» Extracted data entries

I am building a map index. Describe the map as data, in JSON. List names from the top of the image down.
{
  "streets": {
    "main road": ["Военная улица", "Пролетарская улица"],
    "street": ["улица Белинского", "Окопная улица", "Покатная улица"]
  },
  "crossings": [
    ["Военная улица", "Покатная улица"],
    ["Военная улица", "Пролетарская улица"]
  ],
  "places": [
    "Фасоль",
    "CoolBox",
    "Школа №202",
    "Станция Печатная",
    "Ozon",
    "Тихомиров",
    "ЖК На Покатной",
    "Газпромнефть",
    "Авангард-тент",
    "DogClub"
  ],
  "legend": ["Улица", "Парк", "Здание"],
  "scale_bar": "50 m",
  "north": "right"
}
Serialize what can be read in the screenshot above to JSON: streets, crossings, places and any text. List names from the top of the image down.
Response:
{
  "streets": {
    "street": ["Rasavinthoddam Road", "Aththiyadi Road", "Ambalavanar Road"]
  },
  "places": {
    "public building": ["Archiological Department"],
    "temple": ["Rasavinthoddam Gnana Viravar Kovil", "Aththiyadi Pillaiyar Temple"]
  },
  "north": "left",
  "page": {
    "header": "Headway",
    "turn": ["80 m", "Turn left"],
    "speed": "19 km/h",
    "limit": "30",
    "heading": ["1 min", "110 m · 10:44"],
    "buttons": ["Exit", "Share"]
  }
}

» WHAT THE TASK REQUIRES
Write out the data a second time, exactly the same.

» RESPONSE
I am building a map index. Describe the map as data, in JSON. List names from the top of the image down.
{
  "streets": {
    "main road": ["Военная улица", "Пролетарская улица"],
    "street": ["улица Белинского", "Окопная улица", "Покатная улица"]
  },
  "crossings": [
    ["Военная улица", "Покатная улица"],
    ["Военная улица", "Пролетарская улица"]
  ],
  "places": [
    "Фасоль",
    "CoolBox",
    "Школа №202",
    "Станция Печатная",
    "Ozon",
    "Тихомиров",
    "ЖК На Покатной",
    "Газпромнефть",
    "Авангард-тент",
    "DogClub"
  ],
  "legend": ["Улица", "Парк", "Здание"],
  "scale_bar": "50 m",
  "north": "right"
}
Serialize what can be read in the screenshot above to JSON: streets, crossings, places and any text. List names from the top of the image down.
Response:
{
  "streets": {
    "street": ["Rasavinthoddam Road", "Aththiyadi Road", "Ambalavanar Road"]
  },
  "places": {
    "public building": ["Archiological Department"],
    "temple": ["Rasavinthoddam Gnana Viravar Kovil", "Aththiyadi Pillaiyar Temple"]
  },
  "north": "left",
  "page": {
    "header": "Headway",
    "turn": ["80 m", "Turn left"],
    "speed": "19 km/h",
    "limit": "30",
    "heading": ["1 min", "110 m · 10:44"],
    "buttons": ["Exit", "Share"]
  }
}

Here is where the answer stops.